Work item.
Go through the entries, filter for the word "roads", and copy every line that has it.

Extracted records
_ _ _
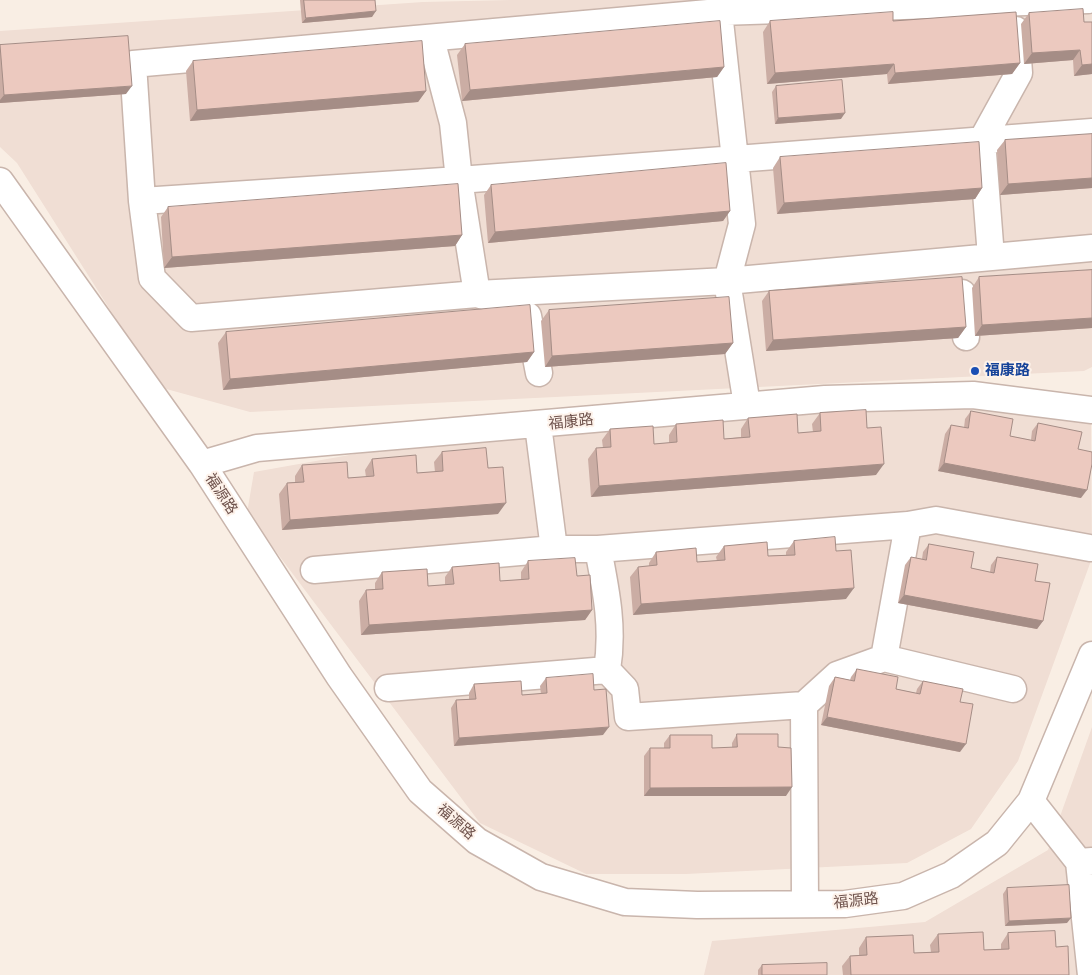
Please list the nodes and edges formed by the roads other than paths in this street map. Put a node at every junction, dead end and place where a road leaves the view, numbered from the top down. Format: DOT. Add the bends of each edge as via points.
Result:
graph roads {
  1 [pos="1088,0"];
  2 [pos="998,2"];
  3 [pos="720,12"];
  4 [pos="432,39"];
  5 [pos="1092,132"];
  6 [pos="982,140"];
  7 [pos="736,160"];
  8 [pos="459,180"];
  9 [pos="0,181"];
  10 [pos="142,201"];
  11 [pos="1092,248"];
  12 [pos="991,257"];
  13 [pos="960,260"];
  14 [pos="726,281"];
  15 [pos="477,294"];
  16 [pos="966,337"];
  17 [pos="539,373"];
  18 [pos="747,405"];
  19 [pos="1092,410"];
  20 [pos="538,425"];
  21 [pos="202,464"];
  22 [pos="908,525"];
  23 [pos="1090,548"];
  24 [pos="554,549"];
  25 [pos="598,549"];
  26 [pos="314,570"];
  27 [pos="1092,655"];
  28 [pos="884,658"];
  29 [pos="607,670"];
  30 [pos="388,688"];
  31 [pos="1012,689"];
  32 [pos="1083,698"];
  33 [pos="804,705"];
  34 [pos="1031,801"];
  35 [pos="1085,861"];
  36 [pos="805,904"];
  37 [pos="1091,975"];
  1 -- 2 [label="street"];
  2 -- 3 [label="street"];
  2 -- 6 [label="street" via="1016,24 1019,73"];
  3 -- 4 [label="street"];
  3 -- 7 [label="street"];
  4 -- 8 [label="street" via="453,123"];
  4 -- 10 [label="street" via="133,64"];
  5 -- 6 [label="street"];
  6 -- 7 [label="street"];
  6 -- 12 [label="street"];
  7 -- 8 [label="street"];
  7 -- 14 [label="street" via="742,224"];
  8 -- 10 [label="street"];
  8 -- 15 [label="street"];
  9 -- 21 [label="street, 福源路"];
  10 -- 15 [label="street" via="152,278 191,318"];
  11 -- 12 [label="street"];
  12 -- 13 [label="street"];
  13 -- 14 [label="street"];
  13 -- 16 [label="street"];
  14 -- 15 [label="street"];
  14 -- 18 [label="street"];
  15 -- 17 [label="street" via="514,305 528,316"];
  18 -- 19 [label="street, 福康路" via="973,395"];
  18 -- 20 [label="street, 福康路"];
  20 -- 21 [label="street, 福康路" via="258,448"];
  20 -- 24 [label="street"];
  21 -- 36 [label="street, 福源路" via="339,676 420,791 477,841 541,877 625,902"];
  22 -- 23 [label="street" via="936,520"];
  22 -- 25 [label="street"];
  22 -- 28 [label="street"];
  24 -- 25 [label="street"];
  24 -- 26 [label="street"];
  25 -- 29 [label="street" via="610,606"];
  27 -- 32 [label="street, 福源路"];
  28 -- 31 [label="street"];
  28 -- 33 [label="street" via="837,675"];
  29 -- 30 [label="street"];
  29 -- 33 [label="street" via="625,689 628,717"];
  32 -- 34 [label="street, 福源路"];
  33 -- 36 [label="street"];
  34 -- 35 [label="street"];
  34 -- 36 [label="street, 福源路" via="997,843 951,876 903,896 845,904"];
  35 -- 37 [label="street"];
}
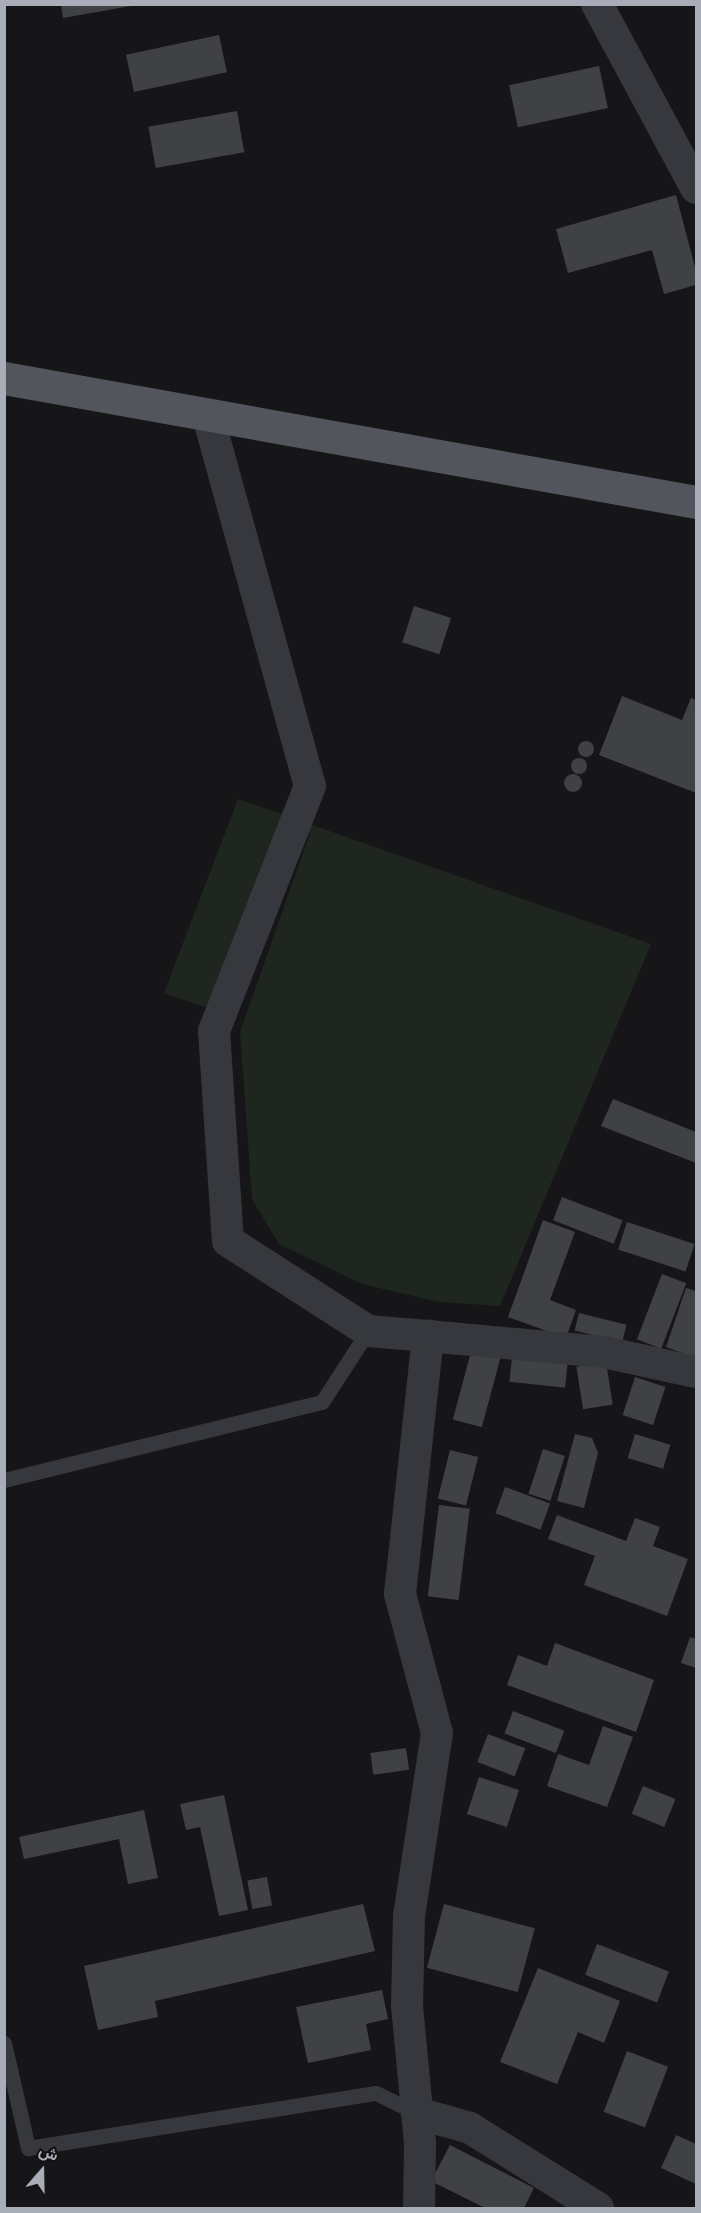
_ _ _
Task output.
Please list the nodes and edges formed by the roads other than paths in this street map. Put a node at every junction, dead end and place where a road leaves the view, numbered from the top down. Format: DOT. Add the bends of each edge as via points.
graph roads {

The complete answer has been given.